De telles citations, puisées dans les trois cents pages de débats, peuvent être multipliées à l’infini. Elles ont pour auteurs J. Soustelle, gouverneur général ou bien, F. de Menthon (1), réfugié à Alger, puis procureur général au Tribunal de Nuremberg assis, pour la circonstance, sur les mêmes bancs qu’un député ex-directeur de Cabinet de Pétain. Les colons députés réclamaient la création de cours martiales, ce qui revenait en fait à la légalisation des exécutions sommaires.
Mais, façade pseudo légale oblige, la dernière partie du débat était consacrée aux différents points de vue sur le droit laissé aux Algériens d’attaquer les mesures administratives dont ils seront victimes, s’ils les estiment arbitraires, par recours pour excès de pouvoir. Il serait intéressant de mener des investigations sur le nombre des recours intentés et surtout le sens des décisions rendues.
Les députés et sénateurs du PCF votèrent contre l’adoption de cette loi. Cependant, ils voteront pitoyablement un an plus tard la loi des pouvoirs spéciaux.

Les procès verbaux de scrutins font mention des noms des députés français musulmans, tel Menouar S… d’Orléansville, qui votèrent comme J. Chevallier, R. Mayer, le sénégalais Senghor et H. Fouques-Duparc, président des maires d’Oranie. Ce dernier, ancien ministre, est l’auteur de la lettre à R. Coty réclamant les exécutions immédiates des condamnés à mort (copie, annexe 2).
Au Conseil de la République (l’actuel Sénat), on relève le nom du Docteur Abdennour T… votant comme Borgeaud, M. Viollette, M. Debré, E. Pisani.

A suivre

Sources documentaires et annexes :

* Jorf. débats : Ass. nationale, 25/30/31 mars 1955 & Conseil de la Rép. 1er avril 1955.

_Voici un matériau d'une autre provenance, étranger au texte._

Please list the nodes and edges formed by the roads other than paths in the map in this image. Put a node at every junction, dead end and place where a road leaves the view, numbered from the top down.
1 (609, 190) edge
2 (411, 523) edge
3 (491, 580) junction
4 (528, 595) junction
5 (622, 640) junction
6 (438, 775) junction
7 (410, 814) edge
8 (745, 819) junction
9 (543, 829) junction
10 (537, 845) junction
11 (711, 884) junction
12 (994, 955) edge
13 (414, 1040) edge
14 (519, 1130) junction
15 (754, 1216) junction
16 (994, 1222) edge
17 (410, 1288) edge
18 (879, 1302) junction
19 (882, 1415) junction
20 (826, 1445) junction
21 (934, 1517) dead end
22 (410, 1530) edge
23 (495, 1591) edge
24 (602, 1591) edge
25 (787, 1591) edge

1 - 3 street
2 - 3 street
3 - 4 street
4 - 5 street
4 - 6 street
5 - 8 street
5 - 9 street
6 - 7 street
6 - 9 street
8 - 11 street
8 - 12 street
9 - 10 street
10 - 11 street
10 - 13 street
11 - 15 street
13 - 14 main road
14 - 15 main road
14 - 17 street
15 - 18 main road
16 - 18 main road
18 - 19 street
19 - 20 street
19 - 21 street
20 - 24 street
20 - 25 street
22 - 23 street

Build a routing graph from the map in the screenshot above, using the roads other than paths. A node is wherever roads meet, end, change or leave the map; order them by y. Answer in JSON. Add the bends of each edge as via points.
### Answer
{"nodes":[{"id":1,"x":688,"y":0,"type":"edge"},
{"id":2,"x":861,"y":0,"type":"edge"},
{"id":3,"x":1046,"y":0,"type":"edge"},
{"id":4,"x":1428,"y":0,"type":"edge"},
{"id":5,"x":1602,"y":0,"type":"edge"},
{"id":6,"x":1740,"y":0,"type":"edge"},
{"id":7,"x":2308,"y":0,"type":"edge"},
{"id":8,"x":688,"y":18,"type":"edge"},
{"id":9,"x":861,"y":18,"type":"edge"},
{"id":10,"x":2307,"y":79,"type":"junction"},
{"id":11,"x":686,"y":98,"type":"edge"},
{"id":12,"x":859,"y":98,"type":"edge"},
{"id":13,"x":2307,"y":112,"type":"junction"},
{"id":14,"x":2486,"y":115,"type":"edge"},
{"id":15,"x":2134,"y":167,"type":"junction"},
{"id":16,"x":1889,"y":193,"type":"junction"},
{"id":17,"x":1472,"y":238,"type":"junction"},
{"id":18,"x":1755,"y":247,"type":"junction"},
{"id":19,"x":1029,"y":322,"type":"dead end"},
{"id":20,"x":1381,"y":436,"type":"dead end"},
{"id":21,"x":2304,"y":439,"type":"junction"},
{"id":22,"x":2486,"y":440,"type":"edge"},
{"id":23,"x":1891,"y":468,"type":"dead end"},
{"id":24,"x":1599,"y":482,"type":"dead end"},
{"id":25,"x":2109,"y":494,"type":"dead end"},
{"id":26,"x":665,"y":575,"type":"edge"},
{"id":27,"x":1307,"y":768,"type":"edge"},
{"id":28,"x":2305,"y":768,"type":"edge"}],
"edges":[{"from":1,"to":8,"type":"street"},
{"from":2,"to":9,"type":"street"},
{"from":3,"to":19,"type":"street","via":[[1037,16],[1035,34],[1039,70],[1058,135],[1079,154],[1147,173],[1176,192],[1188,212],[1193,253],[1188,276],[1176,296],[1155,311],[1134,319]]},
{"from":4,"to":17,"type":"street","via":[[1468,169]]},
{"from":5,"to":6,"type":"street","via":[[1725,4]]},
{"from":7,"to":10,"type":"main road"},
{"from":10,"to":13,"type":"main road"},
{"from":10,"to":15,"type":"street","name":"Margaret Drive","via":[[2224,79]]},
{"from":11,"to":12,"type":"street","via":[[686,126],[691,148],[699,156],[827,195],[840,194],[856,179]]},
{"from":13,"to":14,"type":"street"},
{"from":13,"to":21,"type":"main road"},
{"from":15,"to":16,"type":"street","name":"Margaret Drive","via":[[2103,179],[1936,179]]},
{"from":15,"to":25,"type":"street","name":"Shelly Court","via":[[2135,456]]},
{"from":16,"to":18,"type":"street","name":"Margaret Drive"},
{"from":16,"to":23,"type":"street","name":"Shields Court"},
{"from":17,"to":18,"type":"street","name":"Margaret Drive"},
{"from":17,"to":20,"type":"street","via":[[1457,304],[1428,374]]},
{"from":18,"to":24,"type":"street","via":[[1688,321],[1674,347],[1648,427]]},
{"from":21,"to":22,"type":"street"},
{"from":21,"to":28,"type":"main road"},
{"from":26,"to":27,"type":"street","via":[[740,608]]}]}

(Les J.o., en microfiches sont d’accès et de reproduction libre et immédiat/e au siège du Jo. et à l’Espace Documentation /Librairie Sénat).

* 1. Loi du 3 avril 1955 sur l’Etat d’urgence. Contrairement aux affirmations de quelques historiens, elle ne fut pas abrogée, mais reconduite dans les pouvoirs spéciaux. Elle n’est pas, non plus, tombée en désuétude, puisque appliquée en décembre 2005 pour réprimer la population des banlieues.
* 2. Décision interministérielle du 3 septembre 1955 organisant un protocole rapide de condamnations à mort et d’exécution des Algériens, par les TPFA.
* 3. Lettre de la Fédération des Maires de l’Oranie, en date du 31 octobre 1955, demandant au Président R. Coty, l’exécution immédiate des Algériens condamnés à mort.
* 4. Lettre remise au Président de la République, signée d’avocats des Barreaux de Constantine et de Paris, reçus en audience au Cabinet du Palais de l’Elysée, en octobre 1955.
* 5. ‘’Vœu’’ de la Direction des Affaires criminelles et des grâces du Ministère de la Justice expliquant que les inculpés sont privés de l’exercice des voies de recours afin d’accélérer la procédure.
* 6. Lettre ouverte d’avocats de la défense, publiée, relatant le déroulement du procès d’El ‘Alia tenu à Skikda le 17 février 1958.

NB. Annexes 2 à 6 recopiées d’un extrait de cote (sûrement expurgée) répertoriée à la Direction des Affaires criminelles et des grâces 1955-58, accessible par dérogation avec interdiction de reproduction des pièces.

Les noms des agents de la fonction et de l’action publique des Cabinets présidentiel, ministériel et militaire sont omis pour satisfaire à l’interdiction de les mentionner.